Anxiety, depression and health-related quality of life in adult liver transplant recipients with different survival periods

  • Status
    The poster was presented at the 28th Annual Conference of the International Society for Quality of Life Research in October 2021


Method: A internet questionnaire was used to investigate 290 cases from 17 February to 14 March 2020. Hospital Anxiety and Depression Scale (HADS) was used to evaluate anxiety and depression. The HRQoL assessment used the physical component summary (PCS) and mental component summary (MCS) scores of the Medical Outcomes Study Short-Form 36 Health Survey (SF-36) and the SF-6D utility value.

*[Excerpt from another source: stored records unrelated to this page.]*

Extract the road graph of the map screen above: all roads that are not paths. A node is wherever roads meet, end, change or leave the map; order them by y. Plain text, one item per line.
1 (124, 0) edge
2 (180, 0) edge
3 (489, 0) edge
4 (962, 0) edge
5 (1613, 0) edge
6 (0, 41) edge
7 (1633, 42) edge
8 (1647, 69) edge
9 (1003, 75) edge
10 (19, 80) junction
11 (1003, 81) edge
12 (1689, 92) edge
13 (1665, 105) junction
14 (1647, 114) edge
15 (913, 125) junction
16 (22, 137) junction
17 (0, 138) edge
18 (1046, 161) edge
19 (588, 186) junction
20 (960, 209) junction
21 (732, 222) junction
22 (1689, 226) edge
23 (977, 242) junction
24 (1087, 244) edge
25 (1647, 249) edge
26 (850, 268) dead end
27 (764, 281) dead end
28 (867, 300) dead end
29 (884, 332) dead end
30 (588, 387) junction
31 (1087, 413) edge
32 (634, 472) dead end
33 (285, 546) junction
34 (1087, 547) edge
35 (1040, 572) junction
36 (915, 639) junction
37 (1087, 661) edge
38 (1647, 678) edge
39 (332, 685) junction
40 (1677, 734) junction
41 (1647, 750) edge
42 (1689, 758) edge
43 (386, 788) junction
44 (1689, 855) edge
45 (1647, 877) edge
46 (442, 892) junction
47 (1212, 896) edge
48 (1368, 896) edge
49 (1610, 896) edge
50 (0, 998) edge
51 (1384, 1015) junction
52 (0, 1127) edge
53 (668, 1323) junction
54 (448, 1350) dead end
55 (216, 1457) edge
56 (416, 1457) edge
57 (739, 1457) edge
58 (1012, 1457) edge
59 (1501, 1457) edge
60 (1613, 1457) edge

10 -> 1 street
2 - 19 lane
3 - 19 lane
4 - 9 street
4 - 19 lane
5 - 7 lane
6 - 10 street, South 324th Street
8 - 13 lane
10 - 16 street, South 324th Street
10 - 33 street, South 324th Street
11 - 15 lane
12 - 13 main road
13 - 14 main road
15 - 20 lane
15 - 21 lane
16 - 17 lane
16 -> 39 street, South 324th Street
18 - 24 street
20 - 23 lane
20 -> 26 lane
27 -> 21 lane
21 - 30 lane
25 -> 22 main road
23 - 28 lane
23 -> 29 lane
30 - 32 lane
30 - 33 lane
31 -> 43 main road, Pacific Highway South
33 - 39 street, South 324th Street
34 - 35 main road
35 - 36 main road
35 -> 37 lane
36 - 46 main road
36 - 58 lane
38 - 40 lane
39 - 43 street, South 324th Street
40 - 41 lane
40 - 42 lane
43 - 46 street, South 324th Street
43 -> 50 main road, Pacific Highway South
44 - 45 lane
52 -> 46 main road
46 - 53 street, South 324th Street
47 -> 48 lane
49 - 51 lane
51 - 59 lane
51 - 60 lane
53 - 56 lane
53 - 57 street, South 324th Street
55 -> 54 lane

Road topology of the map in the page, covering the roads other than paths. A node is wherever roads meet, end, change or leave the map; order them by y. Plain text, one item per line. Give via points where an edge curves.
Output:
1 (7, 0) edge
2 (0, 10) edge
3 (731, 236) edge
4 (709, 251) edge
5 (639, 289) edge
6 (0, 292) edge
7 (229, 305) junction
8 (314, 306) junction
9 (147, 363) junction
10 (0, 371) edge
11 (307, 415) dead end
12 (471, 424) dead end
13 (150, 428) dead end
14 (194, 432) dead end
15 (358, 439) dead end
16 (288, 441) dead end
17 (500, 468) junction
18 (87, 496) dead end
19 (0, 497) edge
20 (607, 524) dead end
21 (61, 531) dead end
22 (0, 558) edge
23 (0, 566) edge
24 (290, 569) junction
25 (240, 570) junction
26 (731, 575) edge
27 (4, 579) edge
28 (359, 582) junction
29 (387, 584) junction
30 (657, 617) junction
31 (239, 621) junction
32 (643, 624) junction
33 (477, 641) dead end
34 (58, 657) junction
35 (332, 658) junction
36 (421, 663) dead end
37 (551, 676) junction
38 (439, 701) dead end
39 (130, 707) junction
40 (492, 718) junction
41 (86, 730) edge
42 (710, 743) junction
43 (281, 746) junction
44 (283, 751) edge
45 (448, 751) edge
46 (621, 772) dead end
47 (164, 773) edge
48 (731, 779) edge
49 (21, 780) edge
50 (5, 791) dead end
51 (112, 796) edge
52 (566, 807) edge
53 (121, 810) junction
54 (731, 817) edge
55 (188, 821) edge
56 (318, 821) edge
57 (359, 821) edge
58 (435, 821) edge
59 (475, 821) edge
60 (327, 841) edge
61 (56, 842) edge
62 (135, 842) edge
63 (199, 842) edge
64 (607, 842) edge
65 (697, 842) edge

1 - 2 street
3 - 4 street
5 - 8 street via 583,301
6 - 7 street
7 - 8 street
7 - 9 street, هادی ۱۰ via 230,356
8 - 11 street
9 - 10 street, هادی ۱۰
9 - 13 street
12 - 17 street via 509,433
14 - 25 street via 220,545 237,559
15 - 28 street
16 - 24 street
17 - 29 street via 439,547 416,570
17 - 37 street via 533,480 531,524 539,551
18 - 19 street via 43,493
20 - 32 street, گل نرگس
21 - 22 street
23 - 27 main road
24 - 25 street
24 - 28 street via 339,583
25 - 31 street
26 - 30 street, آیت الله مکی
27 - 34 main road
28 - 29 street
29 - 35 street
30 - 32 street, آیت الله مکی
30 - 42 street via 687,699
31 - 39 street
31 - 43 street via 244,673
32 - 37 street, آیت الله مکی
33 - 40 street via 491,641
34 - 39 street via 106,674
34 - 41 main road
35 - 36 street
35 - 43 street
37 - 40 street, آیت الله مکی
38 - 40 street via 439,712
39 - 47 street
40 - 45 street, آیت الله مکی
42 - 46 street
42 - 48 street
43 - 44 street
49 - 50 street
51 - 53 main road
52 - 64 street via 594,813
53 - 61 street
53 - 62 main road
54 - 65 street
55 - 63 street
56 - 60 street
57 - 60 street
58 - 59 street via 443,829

①Four groups of patients, representing 0.25 years, 1 year, 5 years, and 10 years after transplantation were studied. No statistically significant differences were found in gender, marital status, and culture group (P>0.05), and the age difference was statistically significant (P<0.05).②The scores of anxiety and depression were (5.45±2.75 VS. 4.64±3.19 VS. 4.78±3.73 VS. 3.16±3.63, F=3.54, P<0.05) and (4.82±3.84 VS. 3.72±3.42 VS. 3.72 ±3.25 VS. 3.43 ±4.30, F=0.79, P>0.05) among them. Comparisons showed that the scores of anxiety in the 10-year group were significantly lower than the other 3 groups.③The scores of PCS and MCS scores were (57.86±17.94 VS. 74.96±15.54 VS. 75.10±18.08 VS. 77.38±19.90, F=7.39, P<0.001) and (56.64±19.58 VS. 73.91±16.85 VS. 73.84±15.93 VS. 78.23±21.28, F=7.88, P<0.001), SF-6D utility value were (0.64±0.10 VS. 0.76±0.10 VS. 0.74±0.13 VS. 0.79±0.15, F=7.61, P<0.001). The PCS, MCS, and SF-6D scores of the 0.25-year group were significantly lower than the other 3 groups.

Conclusion: Those who survive longer after liver transplant may experience lower levels of anxiety and higher levels of health-related quality of life. Special attention should be paid to relieving anxiety and improving health-related quality of life for patients with short postoperative stays.